One factor to consider is how the track will be joined. I have had good results with LGB joiners with LGB Conductive Paste but others use rail clamps on every joint (I mainly use clamps on turnouts). In fairness, none of my track is down in the dirt so I don't know how well that paste would have held up if it had been in the dirt, mud and water of an on-ground layout.

If you are going to be buying clamps that will add a lot to your total cost (I am not recommending anything here). Obviously longer track will mean fewer clamps to buy. If you elect to remove the LGB joiners, I usually do it by just drilling out the dimple on the bottom of the joiner where it was punched in to lock the joiner to the rail. With the dimple gone, the track will slide out of the joiner.

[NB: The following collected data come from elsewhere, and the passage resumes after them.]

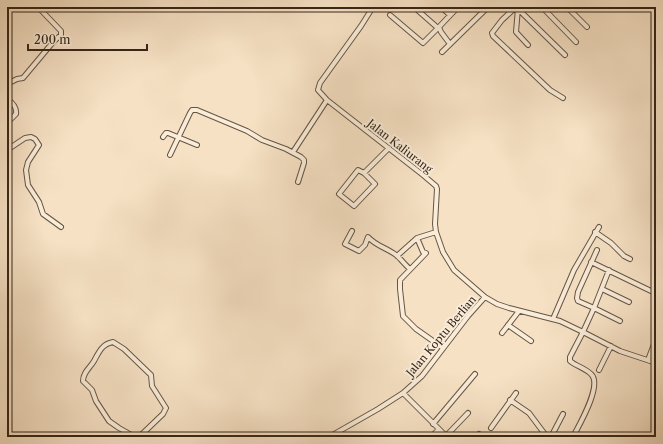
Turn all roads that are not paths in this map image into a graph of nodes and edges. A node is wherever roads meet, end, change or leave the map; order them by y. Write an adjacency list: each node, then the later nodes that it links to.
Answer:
1 (38, 7): 19 (street)
2 (373, 7): 22 (street, Jalan Kaliurang)
3 (414, 7): 13 (street)
4 (441, 7): 11 (street)
5 (458, 7): 11 (street)
6 (488, 7): 15 (street)
7 (517, 7): 16 (street); 18 (street); 20 (street)
8 (542, 7): 14 (street)
9 (567, 7): 12 (street)
10 (390, 15): 13 (street)
11 (450, 15): 13 (street)
12 (587, 27)
13 (439, 29): 15 (street)
14 (576, 42)
15 (450, 44): 17 (street)
16 (528, 45)
17 (442, 52)
18 (565, 55)
19 (7, 84)
20 (563, 98)
21 (7, 99): 23 (street)
22 (327, 100): 27 (street, Jalan Kaliurang); 29 (street)
23 (7, 123)
24 (163, 137): 25 (street)
25 (179, 137): 26 (street); 29 (street); 30 (street)
26 (197, 145)
27 (389, 148): 31 (street); 36 (street, Jalan Kaliurang)
28 (7, 150): 33 (street)
29 (293, 152): 32 (street)
30 (170, 156)
31 (364, 173): 31 (street)
32 (298, 182)
33 (61, 227)
34 (599, 227): 37 (street)
35 (352, 231): 40 (street)
36 (436, 232): 38 (street); 47 (street, Jalan Kaliurang)
37 (595, 232): 41 (street); 51 (street)
38 (417, 238): 40 (street); 43 (street)
39 (597, 250): 42 (street)
40 (396, 256): 43 (street)
41 (630, 259)
42 (591, 262): 44 (street); 49 (street)
43 (410, 269): 59 (street)
44 (610, 270): 45 (street); 46 (street)
45 (602, 289): 48 (street); 49 (street)
46 (651, 291)
47 (485, 297): 50 (street, Jalan Kaliurang); 59 (street, Jalan Koptu Berlian)
48 (629, 302)
49 (594, 308): 52 (street); 54 (street)
50 (519, 311): 51 (street, Jalan Kaliurang); 53 (street)
51 (553, 319): 54 (street, Jalan Kaliurang)
52 (620, 321)
53 (508, 325): 55 (street); 57 (street)
54 (583, 332): 58 (street, Jalan Kaliurang); 81 (street)
55 (502, 333)
56 (656, 339): 60 (street)
57 (531, 341)
58 (611, 346): 60 (street, Jalan Kaliurang); 62 (street)
59 (443, 348): 64 (street, Jalan Koptu Berlian)
60 (648, 360): 61 (street, Jalan Kaliurang)
61 (656, 363)
62 (599, 370)
63 (475, 374): 69 (street)
64 (402, 393): 69 (street); 72 (street, Jalan Koptu Berlian)
65 (516, 393): 66 (street)
66 (510, 400): 70 (street); 79 (street)
67 (468, 413): 73 (street)
68 (563, 414): 80 (street)
69 (433, 424): 71 (street)
70 (490, 428)
71 (439, 429): 73 (street); 78 (street)
72 (337, 432): 76 (street, Jalan Koptu Berlian); 77 (street)
73 (447, 436)
74 (135, 437): 75 (street)
75 (139, 437)
76 (329, 437)
77 (341, 437)
78 (430, 437)
79 (547, 437)
80 (552, 437)
81 (573, 437)

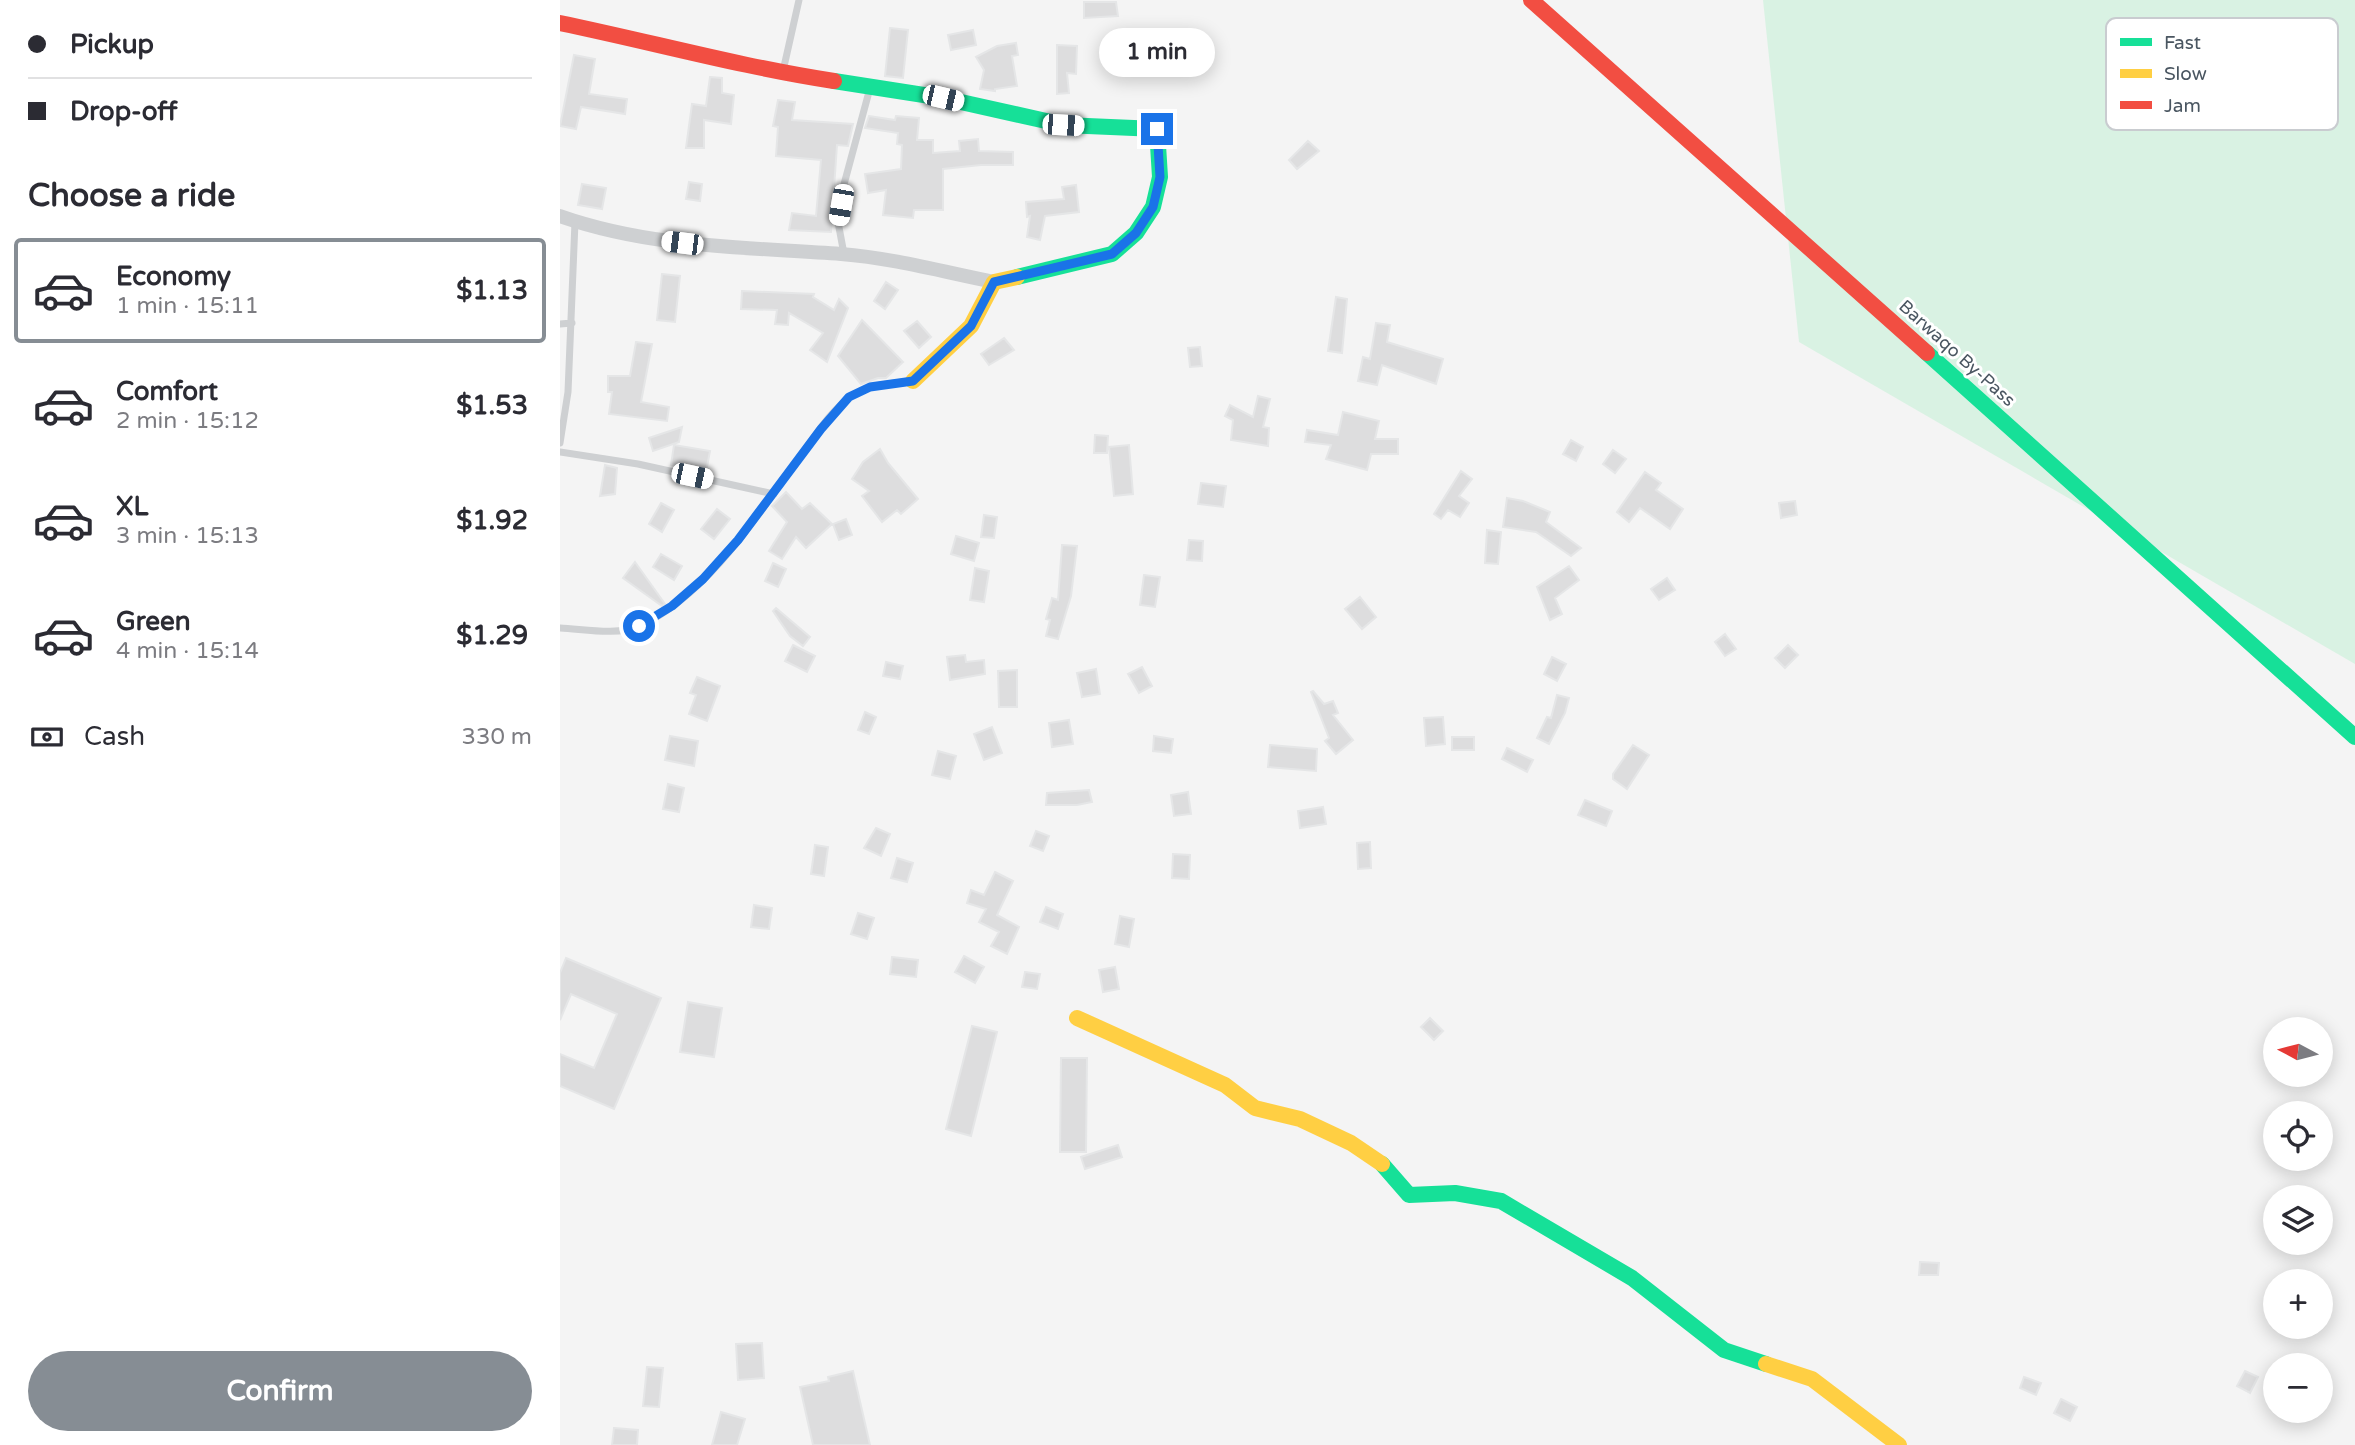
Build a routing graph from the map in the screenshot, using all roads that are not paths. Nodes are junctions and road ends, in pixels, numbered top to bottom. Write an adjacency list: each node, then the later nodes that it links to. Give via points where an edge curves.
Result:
1 (799, 0): 4 (lane)
2 (1531, 0): 17 (main road, Barwaqo By-Pass)
3 (560, 23): 4 (main road)
4 (782, 73): 5 (main road)
5 (870, 88): 8 (lane, via 838,222); 9 (main road, via 943,98 1063,125 1157,129 1160,177 1153,207 1136,233 1112,254)
6 (560, 216): 7 (street)
7 (575, 222): 8 (street, via 636,237 705,246); 10 (lane)
8 (845, 254): 9 (street)
9 (994, 282): 12 (main road, via 971,326)
10 (572, 323): 11 (lane); 13 (lane)
11 (560, 324)
12 (913, 381): 15 (lane, via 870,387 849,397)
13 (560, 443)
14 (560, 452): 15 (lane)
15 (774, 494): 16 (lane, via 703,579 650,620 625,630)
16 (560, 628)
17 (2355, 737)
18 (1077, 1018): 19 (main road, via 1225,1085 1255,1108 1300,1119 1351,1143 1386,1166 1409,1195 1455,1194 1501,1201 1632,1278 1724,1350 1812,1379)
19 (1899, 1445)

I save the joiners as I usually end up needing them somewhere else. If you twist the joiners off it makes it a lot more difficult to reform those joiners for future use and more important you run the risk of damaging the last tie where it holds on to the rail. 

Regarding brass track I know LGB and Aristo are different (just drill and tap them and you will see what I mean - Aristo brass is a lot harder to drill and tap). I suspect USA track is different in that it is much more yellow in appearance than Aristo brass track (I would guess it is a softer brass but I have no idea if that is of any significance). I suspect Aristo brass track has some sort of coating that USA track may not have in that I have taken old Aristo brass track and (because it is readily removed from the ties) I have buffed it to a high gloss that looks (to me) like gold.

I have no experience with USA brass track in that I sold what little I had (that came with USA starter sets) because it was not of a curvature I needed plus its color was quite different from the other brass track I was using. This is not in any way negative about it - I just have no experience with using it - just as I have no experience with USA turnouts. I don't recall if USA track uses regular slip on joiners like LGB or screw type like Aristo. There are some benefits to either system. There are some minor variations in the profile of the various track that can cause some minor difficulties when joining them together.

If buying used track, look very carefully at the ends of the track - especially the top (where track cleaning may have ground it down) and the inside of the head of the rail on the outside of a curve (where wheel flanges rub on it - this can also affect the gauge of the track). If either has significant wear it can lead to derailments when joined with track without such wear as the wheel flanges will try to ride up and over any irregularities.

Jerry


----------



## Dreamtalker (Dec 27, 2007)

Thank you Greg, Im going solar on track power, I want to experiment with jumper wires, but maybe clamps will ensure conductive stability of the connection. Back in the eighties I used some stuff called Rail Zip that I would drip on the track joints every three months to protect the connection and then put a few drops on the pads of the track cleaner and run it after lightly misting the track with a garden hose and kept my LGB rails bright and the the rest would age with a dark patina. I understand later that the rail zip was automatic transmission fluid (detergent) but did a great job never lost track power! 

So far Jerry I got alot of 48" and 24" straights, more of the 48" keeping in mind less connections less problems..lol, if my luck holds out I intend to make the rest all 48". Without any investigation three months ago I purchased 12 pieces Aristo (usa) 5' sections brand new, and heard later problems with the tie tabs breaking, and also was told the USA & Aristo are made by the same Manufacture in China, they say they have more brass and less lead and the oposite for LGB. 

The track that I got Jerry is like brand new, but thanks for the heads up on the end wear, reminds me also why I used the rail zip because it also lubricated the inside rail and flanges on the consist. 

Greg are you Distb. or Dealer? I had dinner with Lewis Poke and his wife at the First Big Train Show at the Queen Mary that a friend of mind started (Brian)and as I understand sold the ights to Ontario C.C. How I miss those fun days of this hobby full of fond memories of many great freinds, and if the truth be known I sparked the Trolley explosion back then in the mid ninetys with my kitbashed Pacific Electric Red Car that took first place. I will look for you at the show. Thanks again Greg & Jerry. 
Shiney rails ahead


----------



## Greg Elmassian (Jan 3, 2008)

No, not a distributor or dealer, just a hobbyist. I'd have a hard time participating on the forums if I had vested interests, it would be a tough call with any post that involved a product I was associated with. 

Interesting idea about dripping some Rail Zip into the joiners... that's a new one. I heard rumors about Rail Zip = ATF. 

Cost always seems to be the determining factor of jumpers vs clamps. I run SS so soldering jumpers is really not practical. 

Yeah, I don't think the show has been the same since the QM... I miss it too... nicer weather there as opposed to Ontario. 

I gather you live in California? 

Regards, Greg


----------